String constants and strings created or manipulated by C library functions all set that terminating null character, '\0'. When you build your own strings, however, it’s easy to completely forget that null character. I know. I’ve done it.
A lot of safe coding practice in C deals with strings. From my books and courses, you’ve read that a string isn’t really a variable type in C; a string is a char array. The final character in the “string” array must be a null character, \0. That character’s appearance is how the C language (and just about every other programming language) spies the end of a string — unless you forget to add that character.
The following code builds a string and forgets to cap it with a null character:
#include <stdio.h>
#include <stdlib.h>
int main()
{
char *alphabet;
int a;
alphabet = (char *)malloc( sizeof(char)*26);
if( alphabet == NULL)
{
fprintf(stderr,"Memory allocation error.\n");
exit(1);
}
for(a=0;a<26;a++)
*(alphabet+a) = 'A'+a;
printf("Here's your alphabet: %s\n",alphabet);
return(0);
}
Storage space for the string is allocated by the malloc() function at Line 9. Only a 26-character buffer is created, one for each letter of the Latin alphabet. (No room for the null character!) And the array is built in Lines 16 and 17. Line 19 prints the result, which looks like this on my computer:
Here's your alphabet: ABCDEFGHIJKLMNOPQRSTUVWXYZ[?
Output on another system might look different. For example, you might be lucky and memory is populated with zero-value bytes so the output looks perfect, but the code is still wrong: The string lacks a terminating character and storage lacks room for that character. The array is still valid, and it could be used as an array of single char values, just not as a string.
To ensure that you’re working with a string and not just a collection of char variables waiting at a bus stop, cap the string with a null character, \0. This practice must be done any time you cobble together a string, which happens frequently in C.
Here is the improved code:
#include <stdio.h>
#include <stdlib.h>
int main()
{
char *alphabet;
int a;
alphabet = (char *)malloc( sizeof(char)*26+1);
if( alphabet == NULL)
{
fprintf(stderr,"Memory allocation error.\n");
exit(1);
}
for(a=0;a<26;a++)
*(alphabet+a) = 'A'+a;
*(alphabet+a) = '\0';
printf("Here's your alphabet: %s\n",alphabet);
return(0);
}
In Line 9, I added a +1 inside the malloc() function. This format is a mnemonic to ensure that the null character is accounted for, and I (try to) do it in all my code. In fact, last week’s Lesson used the +1 in a realloc() statement that combines both strings.

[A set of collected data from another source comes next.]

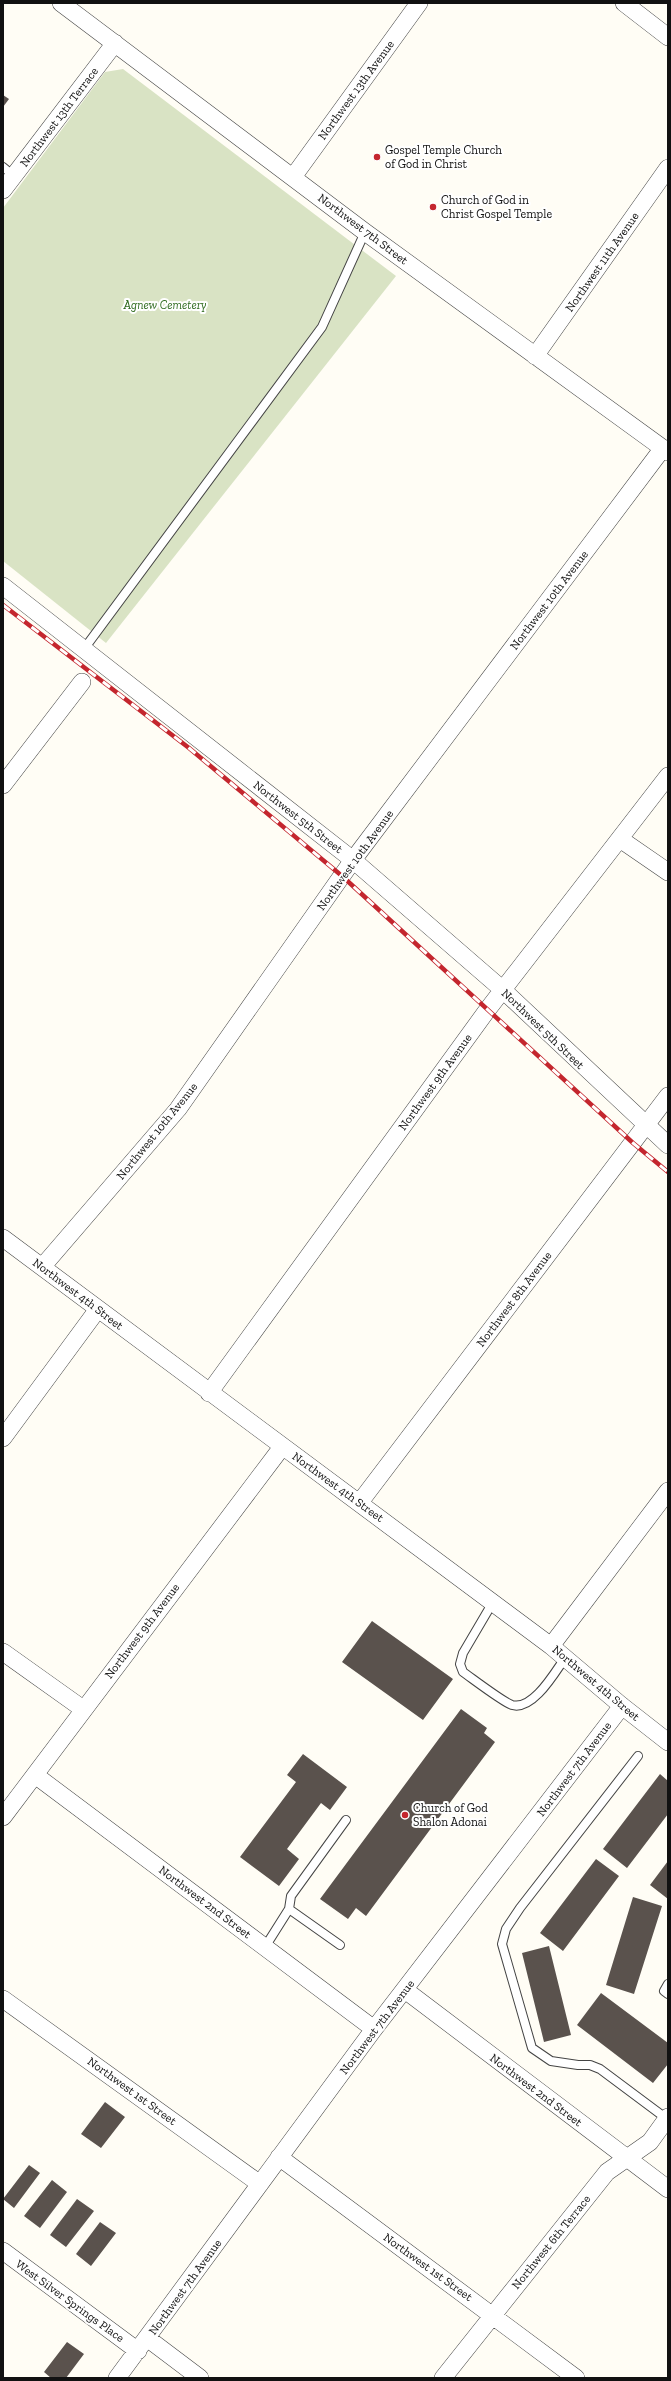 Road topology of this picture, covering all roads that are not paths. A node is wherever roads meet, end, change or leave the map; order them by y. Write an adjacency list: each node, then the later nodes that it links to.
1 (61, 3): 5 (street, Northwest 7th Street)
2 (419, 3): 8 (street, Northwest 13th Avenue)
3 (624, 3): 4 (street)
4 (668, 37)
5 (115, 43): 7 (street, Northwest 13th Terrace); 8 (street, Northwest 7th Street)
6 (668, 168): 11 (street, Northwest 11th Avenue)
7 (9, 171): 9 (street, Northwest 13th Terrace)
8 (293, 177): 10 (street, Northwest 7th Street)
9 (3, 190)
10 (365, 232): 11 (street, Northwest 7th Street); 14 (lane)
11 (535, 356): 12 (street, Northwest 7th Street)
12 (665, 450): 19 (street, Northwest 10th Avenue)
13 (3, 586): 14 (street, Northwest 5th Street)
14 (84, 649): 19 (street, Northwest 5th Street)
15 (82, 682): 17 (street)
16 (668, 776): 18 (street, Northwest 9th Avenue)
17 (3, 785)
18 (620, 839): 20 (street); 21 (street, Northwest 9th Avenue)
19 (353, 860): 21 (street, Northwest 5th Street); 26 (street, Northwest 10th Avenue)
20 (668, 872)
21 (502, 990): 23 (street, Northwest 5th Street); 28 (street, Northwest 9th Avenue)
22 (668, 1096): 23 (street, Northwest 8th Avenue)
23 (646, 1126): 24 (street, Northwest 5th Street); 32 (street, Northwest 8th Avenue)
24 (668, 1145)
25 (3, 1238): 26 (street, Northwest 4th Street)
26 (42, 1267): 27 (street, Northwest 4th Street)
27 (98, 1309): 28 (street, Northwest 4th Street); 29 (street)
28 (209, 1393): 30 (street, Northwest 4th Street)
29 (3, 1438)
30 (282, 1447): 32 (street, Northwest 4th Street); 38 (street, Northwest 9th Avenue)
31 (668, 1491): 34 (street)
32 (360, 1502): 33 (street, Northwest 4th Street)
33 (493, 1602): 34 (street, Northwest 4th Street); 36 (lane)
34 (551, 1646): 36 (street, Northwest 4th Street)
35 (3, 1652): 38 (street)
36 (565, 1658): 37 (street, Northwest 4th Street)
37 (622, 1706): 39 (street, Northwest 4th Street); 48 (street, Northwest 7th Avenue)
38 (82, 1709): 41 (street, Northwest 9th Avenue)
39 (668, 1742)
40 (638, 1756): 52 (lane)
41 (35, 1775): 42 (street, Northwest 9th Avenue); 46 (street, Northwest 2nd Street)
42 (3, 1817)
43 (346, 1820): 44 (lane)
44 (289, 1909): 45 (lane); 46 (lane)
45 (340, 1945)
46 (265, 1947): 51 (street, Northwest 2nd Street)
47 (668, 1984): 49 (lane)
48 (405, 1990): 51 (street, Northwest 7th Avenue); 54 (street, Northwest 2nd Street)
49 (668, 1994)
50 (3, 1999): 55 (street, Northwest 1st Street)
51 (374, 2029): 53 (street, Northwest 7th Avenue)
52 (667, 2118): 54 (street, Northwest 6th Terrace)
53 (279, 2157): 55 (street, Northwest 7th Avenue); 58 (street, Northwest 1st Street)
54 (626, 2157): 56 (street, Northwest 2nd Street); 58 (street, Northwest 6th Terrace)
55 (260, 2184): 59 (street, Northwest 7th Avenue)
56 (668, 2189)
57 (3, 2251): 59 (street, West Silver Springs Place)
58 (493, 2315): 62 (street, Northwest 6th Terrace); 63 (street, Northwest 1st Street)
59 (142, 2344): 60 (street, Northwest 7th Avenue); 61 (street, West Silver Springs Place)
60 (117, 2378)
61 (200, 2378)
62 (443, 2378)
63 (576, 2378)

Room for the null character must also be accounted for when you allocate a string array directly, as in
alphabet[27].
At Line 18, the null character is appended to the end of the alphabet array. The alphabet+a math works because I know that the value of a was incremented one final time after the for loop stopped spinning; the loop’s terminating condition is a<26. Therefore, a must equal 26 after the for loop is done. At that position — alphabet+a or the 27th element of the array — the character \0 is set, terminating the string.
The code is now safe and the string will be handled properly elsewhere in the code because its null-terminated. The output is also consistent:
Here's your alphabet: ABCDEFGHIJKLMNOPQRSTUVWXYZ
If you were writing an application that uses malloc a lot to create strings you could write a function called something like mallocstring which calls malloc but adds the 1 for you.

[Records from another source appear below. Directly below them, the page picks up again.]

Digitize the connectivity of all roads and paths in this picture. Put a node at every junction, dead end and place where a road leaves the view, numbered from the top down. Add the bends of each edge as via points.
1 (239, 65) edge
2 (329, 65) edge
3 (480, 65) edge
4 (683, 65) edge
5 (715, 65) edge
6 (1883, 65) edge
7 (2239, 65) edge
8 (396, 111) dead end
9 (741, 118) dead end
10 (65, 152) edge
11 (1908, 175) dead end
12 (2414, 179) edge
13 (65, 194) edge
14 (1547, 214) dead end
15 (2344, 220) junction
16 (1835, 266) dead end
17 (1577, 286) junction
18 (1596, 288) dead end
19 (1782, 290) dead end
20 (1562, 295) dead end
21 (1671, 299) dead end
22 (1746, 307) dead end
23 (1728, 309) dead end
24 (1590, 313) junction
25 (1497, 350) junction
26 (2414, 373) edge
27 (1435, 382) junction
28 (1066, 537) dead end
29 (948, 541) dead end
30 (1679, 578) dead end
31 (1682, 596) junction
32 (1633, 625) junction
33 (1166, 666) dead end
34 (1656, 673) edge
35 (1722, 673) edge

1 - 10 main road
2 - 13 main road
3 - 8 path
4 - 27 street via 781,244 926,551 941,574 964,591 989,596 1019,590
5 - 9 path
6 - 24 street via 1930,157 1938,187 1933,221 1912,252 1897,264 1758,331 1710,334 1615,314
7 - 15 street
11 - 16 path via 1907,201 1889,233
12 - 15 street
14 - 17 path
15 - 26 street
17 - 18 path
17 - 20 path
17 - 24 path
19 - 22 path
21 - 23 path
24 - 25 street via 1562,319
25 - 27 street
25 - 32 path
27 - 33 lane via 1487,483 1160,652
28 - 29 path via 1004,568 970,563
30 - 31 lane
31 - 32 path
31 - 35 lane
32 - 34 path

In fact the number of string related functions you could write is vast!
I was told that C was weak when it came to strings, and I didn’t believe it because the standard library features lots of string functions. Still, after seeing what some OO languages offer for strings, it lets me realize how weak C really is.

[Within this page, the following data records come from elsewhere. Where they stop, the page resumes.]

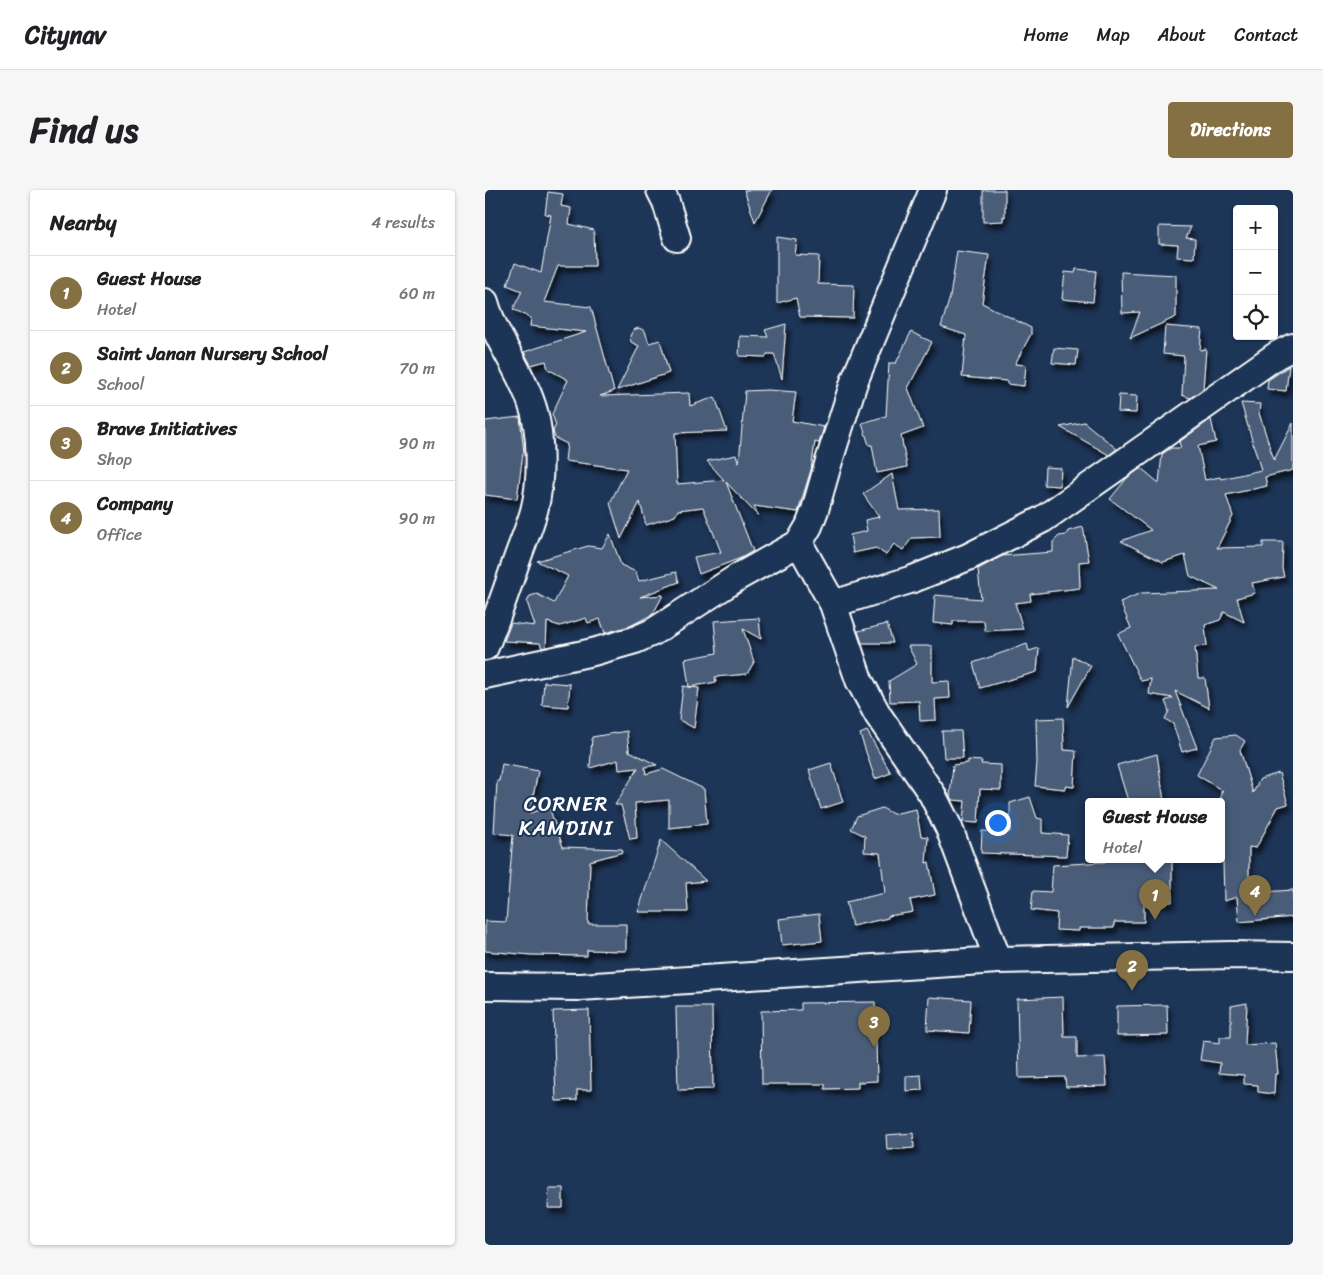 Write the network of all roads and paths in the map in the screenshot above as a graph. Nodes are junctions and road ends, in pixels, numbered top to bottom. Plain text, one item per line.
1 (660, 190) edge
2 (933, 190) edge
3 (677, 238) dead end
4 (485, 302) edge
5 (1293, 347) edge
6 (799, 542) junction
7 (833, 604) junction
8 (485, 647) edge
9 (485, 676) edge
10 (1293, 956) edge
11 (998, 960) junction
12 (485, 986) edge

1 - 3 street
2 - 6 street
4 - 8 street
5 - 7 street
6 - 7 street
6 - 9 street
7 - 11 street
10 - 11 street
11 - 12 street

Great idea on the mallocstring() function.
string.h looks comprehensive at first glance, but you still need to do quite a bit of work yourself when dealing with strings. GLib has a comprehensive set of string handling functions which I need to explore some time.
Obviously C cannot match an OO language in terms of ease of use and clarity, but anything you can do (by which I mean achieve as an end result) in, say, C++ you can do in C – you just cannot tie the variables and the functions which work on them together.
You can simulate OOP in C by adding function pointers to structs. I have done it a few times but can never decide if it’s a good idea or whether if it is just a futile attempt to make C something it is not.
Basically I think we need to regard C as a specialist and relatively low-level language and accept that means a bit more work.
I like the way you put that, Chris: “it is just a futile attempt to make C something it is not.” That explains a lot, especially to beginners. C has a great purpose, but it’s not well-designed for some things. It’s like being a vegan and eating tofu bacon. C is tofu and an OO language is bacon. I hope that makes sense.